Dr. Dobb's Journal February 2004
Among the reasons that Eudora (http://www.eudora.com/) is one of the most popular e-mail clients is its support of features such as filters, stationery, personalities, and plug-ins, not to mention that it runs on Windows, Macintosh, and PalmOS platforms. But as nice as these features are, the way Eudora handles message attachments and archiving can be a nuisance. Messages are stored in text format and attachments are stored in a directory common to all mailboxes. When messages are moved to another mailbox, the attachment stays in the attachment directory. This is straightforward, but causes problems when archiving mailboxes.
According to Eudora tech support, the recommended way to archive/backup messages is to copy the TOC files, MBX files, and the entire attachment directory to a new location (http://www.eudora.com/techsupport/kb/1602hq.html). This is simple, but doesn't let you organize the messages and attachments. Archiving messages for a project that was just completed means going through all messages, manually moving the attachments to a separate directory, and moving the mailbox files and attachments to backup media. Restoring mailboxes is a matter of copying the files and attachments back into the Eudora directories.

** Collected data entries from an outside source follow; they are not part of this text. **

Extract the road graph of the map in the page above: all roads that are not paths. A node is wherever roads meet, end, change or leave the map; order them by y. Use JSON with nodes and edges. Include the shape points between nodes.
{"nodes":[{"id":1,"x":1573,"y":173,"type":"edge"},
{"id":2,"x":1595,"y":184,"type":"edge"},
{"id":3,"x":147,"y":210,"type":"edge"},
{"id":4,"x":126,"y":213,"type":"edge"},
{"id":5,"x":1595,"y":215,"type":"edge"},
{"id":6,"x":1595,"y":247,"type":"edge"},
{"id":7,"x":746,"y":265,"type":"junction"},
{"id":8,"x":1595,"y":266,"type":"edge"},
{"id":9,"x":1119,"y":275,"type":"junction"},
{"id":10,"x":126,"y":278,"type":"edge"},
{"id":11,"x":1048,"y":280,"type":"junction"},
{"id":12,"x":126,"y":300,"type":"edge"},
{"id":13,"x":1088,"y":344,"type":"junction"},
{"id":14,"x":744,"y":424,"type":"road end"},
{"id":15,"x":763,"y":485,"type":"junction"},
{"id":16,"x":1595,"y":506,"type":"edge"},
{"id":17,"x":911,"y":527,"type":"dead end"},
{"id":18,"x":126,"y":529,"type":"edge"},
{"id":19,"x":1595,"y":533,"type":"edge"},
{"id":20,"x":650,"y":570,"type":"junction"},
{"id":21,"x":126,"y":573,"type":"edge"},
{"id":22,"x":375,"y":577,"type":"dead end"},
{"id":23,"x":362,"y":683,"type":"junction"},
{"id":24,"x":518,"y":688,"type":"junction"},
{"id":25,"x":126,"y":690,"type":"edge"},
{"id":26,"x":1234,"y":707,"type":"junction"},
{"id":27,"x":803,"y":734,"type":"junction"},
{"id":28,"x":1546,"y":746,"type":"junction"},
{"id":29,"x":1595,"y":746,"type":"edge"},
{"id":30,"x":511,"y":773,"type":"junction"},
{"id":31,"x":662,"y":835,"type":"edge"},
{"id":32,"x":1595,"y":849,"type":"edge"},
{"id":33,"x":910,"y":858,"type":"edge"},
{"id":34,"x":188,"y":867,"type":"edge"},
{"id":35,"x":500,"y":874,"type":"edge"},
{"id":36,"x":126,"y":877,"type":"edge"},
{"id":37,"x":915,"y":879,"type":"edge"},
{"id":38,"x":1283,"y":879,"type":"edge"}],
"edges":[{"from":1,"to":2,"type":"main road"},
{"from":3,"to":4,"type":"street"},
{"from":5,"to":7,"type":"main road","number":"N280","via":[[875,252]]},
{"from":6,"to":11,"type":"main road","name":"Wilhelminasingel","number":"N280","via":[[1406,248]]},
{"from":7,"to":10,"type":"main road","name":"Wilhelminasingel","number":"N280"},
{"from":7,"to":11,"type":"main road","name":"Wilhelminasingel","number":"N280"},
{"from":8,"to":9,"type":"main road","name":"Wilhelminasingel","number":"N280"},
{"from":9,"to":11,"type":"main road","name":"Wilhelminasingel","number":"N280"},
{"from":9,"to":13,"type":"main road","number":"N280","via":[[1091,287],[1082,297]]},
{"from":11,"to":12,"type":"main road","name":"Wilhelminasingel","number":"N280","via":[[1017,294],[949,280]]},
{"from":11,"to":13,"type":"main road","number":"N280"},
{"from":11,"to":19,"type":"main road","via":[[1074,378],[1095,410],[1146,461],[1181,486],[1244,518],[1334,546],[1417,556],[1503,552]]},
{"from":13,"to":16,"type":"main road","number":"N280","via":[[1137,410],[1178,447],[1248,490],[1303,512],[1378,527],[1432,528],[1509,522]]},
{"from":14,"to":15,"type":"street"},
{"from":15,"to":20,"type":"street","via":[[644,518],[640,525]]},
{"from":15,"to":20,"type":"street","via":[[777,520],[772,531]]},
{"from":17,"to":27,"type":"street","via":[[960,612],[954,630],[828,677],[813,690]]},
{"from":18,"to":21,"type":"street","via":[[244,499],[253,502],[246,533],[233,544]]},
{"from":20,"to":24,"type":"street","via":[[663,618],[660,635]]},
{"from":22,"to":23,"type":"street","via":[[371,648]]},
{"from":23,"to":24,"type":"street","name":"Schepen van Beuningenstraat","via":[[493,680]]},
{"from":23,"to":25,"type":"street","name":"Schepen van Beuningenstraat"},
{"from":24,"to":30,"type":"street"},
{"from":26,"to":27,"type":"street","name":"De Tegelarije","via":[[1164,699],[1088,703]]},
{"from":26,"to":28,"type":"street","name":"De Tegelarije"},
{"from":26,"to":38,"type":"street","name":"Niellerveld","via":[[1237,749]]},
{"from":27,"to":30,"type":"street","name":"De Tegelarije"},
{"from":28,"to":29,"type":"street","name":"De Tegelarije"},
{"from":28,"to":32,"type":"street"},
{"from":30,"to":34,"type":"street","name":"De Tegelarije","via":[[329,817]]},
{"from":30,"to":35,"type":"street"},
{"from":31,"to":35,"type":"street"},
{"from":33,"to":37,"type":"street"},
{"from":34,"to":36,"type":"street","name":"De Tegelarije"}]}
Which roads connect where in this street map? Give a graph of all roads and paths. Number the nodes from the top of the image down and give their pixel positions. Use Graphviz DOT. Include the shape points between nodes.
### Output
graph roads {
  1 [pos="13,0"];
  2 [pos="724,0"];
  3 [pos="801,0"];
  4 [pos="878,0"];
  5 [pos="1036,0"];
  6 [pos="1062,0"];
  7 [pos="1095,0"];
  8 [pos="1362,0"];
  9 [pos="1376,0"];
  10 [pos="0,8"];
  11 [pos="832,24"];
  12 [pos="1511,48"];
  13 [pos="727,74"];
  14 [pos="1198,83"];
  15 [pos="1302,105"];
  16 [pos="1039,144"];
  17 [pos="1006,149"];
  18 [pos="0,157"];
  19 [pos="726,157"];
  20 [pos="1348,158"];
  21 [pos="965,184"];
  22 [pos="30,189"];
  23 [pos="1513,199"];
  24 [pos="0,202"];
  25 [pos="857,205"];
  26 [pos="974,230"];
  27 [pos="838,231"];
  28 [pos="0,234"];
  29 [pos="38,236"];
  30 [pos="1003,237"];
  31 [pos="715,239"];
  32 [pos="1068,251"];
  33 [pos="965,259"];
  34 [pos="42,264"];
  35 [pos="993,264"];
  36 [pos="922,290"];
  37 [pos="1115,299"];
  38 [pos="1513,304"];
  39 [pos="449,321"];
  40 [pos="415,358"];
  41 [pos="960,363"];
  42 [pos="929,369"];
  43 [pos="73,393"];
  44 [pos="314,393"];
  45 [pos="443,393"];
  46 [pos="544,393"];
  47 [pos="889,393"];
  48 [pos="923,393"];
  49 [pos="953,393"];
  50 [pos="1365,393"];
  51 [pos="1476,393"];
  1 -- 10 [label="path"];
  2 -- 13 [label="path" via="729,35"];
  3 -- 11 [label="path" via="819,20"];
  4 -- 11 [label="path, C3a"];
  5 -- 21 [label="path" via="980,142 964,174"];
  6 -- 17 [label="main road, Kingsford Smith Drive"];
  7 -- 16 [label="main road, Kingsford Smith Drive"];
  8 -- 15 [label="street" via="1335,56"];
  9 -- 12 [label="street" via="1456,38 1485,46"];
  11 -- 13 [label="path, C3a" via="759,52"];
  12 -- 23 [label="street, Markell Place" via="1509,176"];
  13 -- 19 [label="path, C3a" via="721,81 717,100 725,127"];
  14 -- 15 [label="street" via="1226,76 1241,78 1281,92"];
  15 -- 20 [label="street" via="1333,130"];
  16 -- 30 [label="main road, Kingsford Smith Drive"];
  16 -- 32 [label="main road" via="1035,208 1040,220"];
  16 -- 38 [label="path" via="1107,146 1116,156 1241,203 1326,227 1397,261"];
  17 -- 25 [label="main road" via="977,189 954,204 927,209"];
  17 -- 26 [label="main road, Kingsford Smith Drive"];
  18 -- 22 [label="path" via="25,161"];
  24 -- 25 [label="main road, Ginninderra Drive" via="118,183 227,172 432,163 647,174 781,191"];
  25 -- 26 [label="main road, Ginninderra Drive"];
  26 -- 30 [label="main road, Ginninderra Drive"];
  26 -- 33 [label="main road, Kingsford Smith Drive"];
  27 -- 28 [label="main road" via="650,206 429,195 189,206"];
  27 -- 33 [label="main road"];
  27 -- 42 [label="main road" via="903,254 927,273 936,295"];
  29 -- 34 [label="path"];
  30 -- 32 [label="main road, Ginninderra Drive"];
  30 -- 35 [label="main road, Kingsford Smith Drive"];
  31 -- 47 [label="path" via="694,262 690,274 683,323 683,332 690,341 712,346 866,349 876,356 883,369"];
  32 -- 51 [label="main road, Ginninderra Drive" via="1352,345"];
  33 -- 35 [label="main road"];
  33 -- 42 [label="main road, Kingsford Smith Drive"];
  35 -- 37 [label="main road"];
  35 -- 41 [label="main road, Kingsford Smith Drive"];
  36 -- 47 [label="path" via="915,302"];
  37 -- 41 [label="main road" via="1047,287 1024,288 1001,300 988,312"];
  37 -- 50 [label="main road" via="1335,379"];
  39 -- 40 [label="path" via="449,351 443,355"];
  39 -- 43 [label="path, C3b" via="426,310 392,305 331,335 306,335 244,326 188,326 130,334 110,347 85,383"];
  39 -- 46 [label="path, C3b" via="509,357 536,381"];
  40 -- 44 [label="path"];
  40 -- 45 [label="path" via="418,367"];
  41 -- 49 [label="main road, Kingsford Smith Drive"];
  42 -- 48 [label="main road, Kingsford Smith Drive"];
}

An alternative might be to write a script that scans the MBX file for the X-Attachment line, then to move the referenced files to another location. This helps sort attachments, but the message text still points to the original location of the attachment. Updating the text causes the message length to change, thus requiring a change to the message headers contained in the TOC file.
Yet another approach is to write a program that reads the MBX and TOC files and manages the messages and attachments in them. This gives you greater control over the placement of the attachments and provides a way of moving messages directly into a mailbox that is not in the Eudora directory. X-Attachment header information can be changed, and the TOC file is also updated. To write such an application, however, you need to understand the file format. In this article, I briefly examine the Eudora file formats and present a class library (available electronically; see "Resource Center," page 5) based on this information. The library centers on a DLL that is the main access point to the Eudora mailboxes. You can use this DLL to create applications where you simply drag messages into a mailbox archive and copy any attachments out of the attachment directory into a directory associated with the mailbox.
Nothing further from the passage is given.